Open wzm2256 opened 4 years ago
Let me explain why it is important. Because in generative modelling, we need to adjust the data and the Gaussian simultaneously to to match each other. Being biased, although just a little, will lead to zero variance.
Hi, I'm using this code for density estimation and generative modelling. I think Sinkhorn divergence is perfect for such tasks because of it unbiased nature. However, in practice, I find it is slight biased.
Basically, I have several datapoints and a Gaussian distribution. I want to match them so the datapoints can be regarded as samples from the Gaussian distribution. This is a basic setting in generative modelling. Ideally, this will work well because Sinkhorn divergence gets rid of entropic bias of regularized W-distance by adding two self correlation terms. However, the results are still biased.
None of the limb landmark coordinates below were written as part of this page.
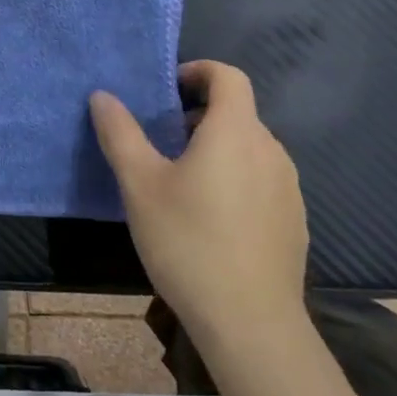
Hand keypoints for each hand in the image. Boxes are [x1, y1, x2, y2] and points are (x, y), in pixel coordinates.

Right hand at [90, 62, 307, 349]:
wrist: (250, 324)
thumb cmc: (188, 242)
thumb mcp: (139, 184)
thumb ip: (120, 133)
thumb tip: (103, 96)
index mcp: (235, 133)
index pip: (229, 77)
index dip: (198, 71)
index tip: (166, 90)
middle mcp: (270, 151)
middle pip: (238, 112)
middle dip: (198, 113)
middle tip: (159, 139)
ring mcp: (288, 188)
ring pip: (249, 147)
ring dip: (216, 146)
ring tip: (179, 179)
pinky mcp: (293, 221)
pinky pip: (261, 179)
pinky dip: (234, 177)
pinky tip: (209, 217)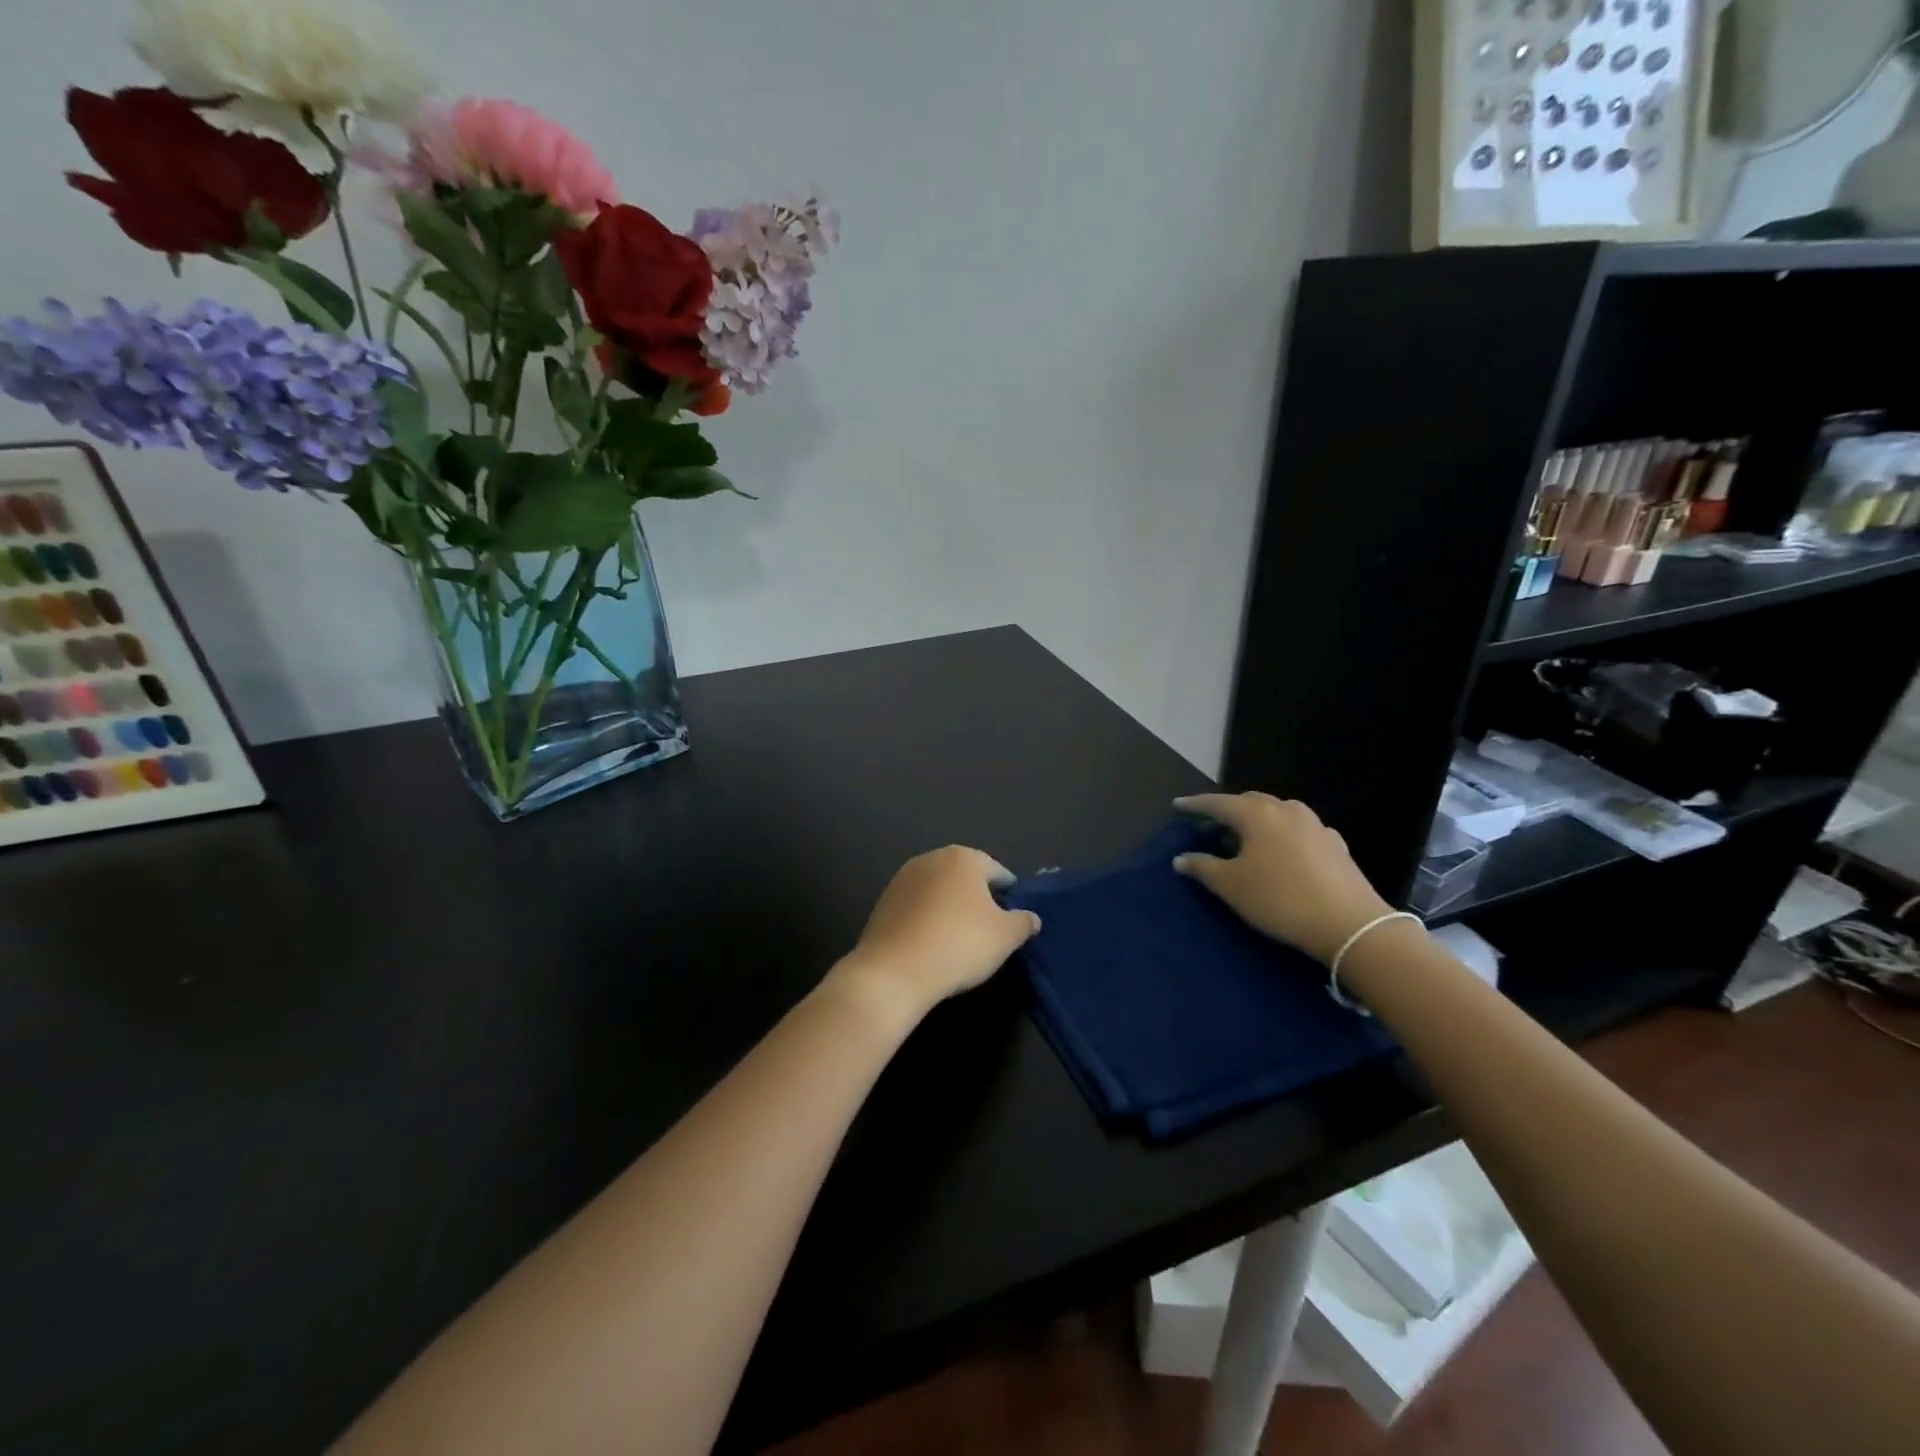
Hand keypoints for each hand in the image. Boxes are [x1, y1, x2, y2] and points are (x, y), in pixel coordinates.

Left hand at [828, 846, 1041, 1021]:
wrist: (893, 971)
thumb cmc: (959, 944)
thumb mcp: (1006, 937)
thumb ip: (1024, 922)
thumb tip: (1030, 918)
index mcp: (963, 858)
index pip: (998, 872)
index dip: (1010, 895)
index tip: (1014, 919)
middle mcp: (931, 858)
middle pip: (965, 877)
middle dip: (978, 899)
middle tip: (989, 931)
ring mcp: (902, 878)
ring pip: (939, 891)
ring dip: (950, 908)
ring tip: (959, 939)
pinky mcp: (883, 902)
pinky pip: (916, 907)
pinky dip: (927, 919)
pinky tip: (932, 944)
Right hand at [1171, 793, 1394, 964]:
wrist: (1350, 924)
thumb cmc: (1280, 899)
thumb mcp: (1232, 886)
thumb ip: (1202, 867)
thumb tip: (1181, 858)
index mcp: (1257, 814)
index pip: (1218, 803)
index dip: (1195, 805)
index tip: (1177, 806)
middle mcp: (1286, 810)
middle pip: (1250, 801)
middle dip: (1228, 809)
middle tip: (1211, 823)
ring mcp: (1315, 825)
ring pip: (1278, 813)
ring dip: (1258, 820)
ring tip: (1246, 837)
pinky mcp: (1335, 845)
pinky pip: (1299, 830)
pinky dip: (1282, 835)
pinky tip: (1282, 852)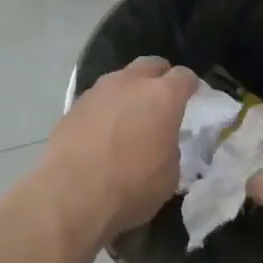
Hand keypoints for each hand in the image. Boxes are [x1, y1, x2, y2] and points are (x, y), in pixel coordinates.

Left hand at [36, 57, 198, 245]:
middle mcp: (130, 83)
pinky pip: (98, 99)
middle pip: (150, 65)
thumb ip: (170, 148)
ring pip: (121, 79)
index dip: (191, 85)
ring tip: (130, 116)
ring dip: (129, 91)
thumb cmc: (131, 187)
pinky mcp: (73, 106)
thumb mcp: (169, 175)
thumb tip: (160, 143)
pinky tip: (104, 131)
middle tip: (162, 99)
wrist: (69, 197)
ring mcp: (98, 91)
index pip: (184, 76)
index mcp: (163, 96)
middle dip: (159, 77)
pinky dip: (106, 108)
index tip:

I present my simple test code here.
I present several experimental facts of this code:
Sinkhorn divergence suffers from bias, and this bias decrease as \epsilon increase, in the limit, MMD works perfectly. When I fix the datapoint and learn the Gaussian distribution. The std of data is 0.97487277. With eps=0.01, 0.1, 0.5, 1, the learned stds of Gaussian are 0.96189475, 0.9575431, 0.96259254, 0.97405905, which are all smaller than the data std. With MMD (uncomment line 38), the learned std are near data std, it could be larger or smaller than than data std in different runs.
This is also true if I learn the data while fixed the Gaussian. Uncomment line 92-96. The std of Gaussian distribution is 1. With eps=0.01, 0.1, 0.5, 1, the data stds are 0.98536015, 0.9891638, 0.9949019, 0.9966444. With MMD, the learned data std is 1.0002198.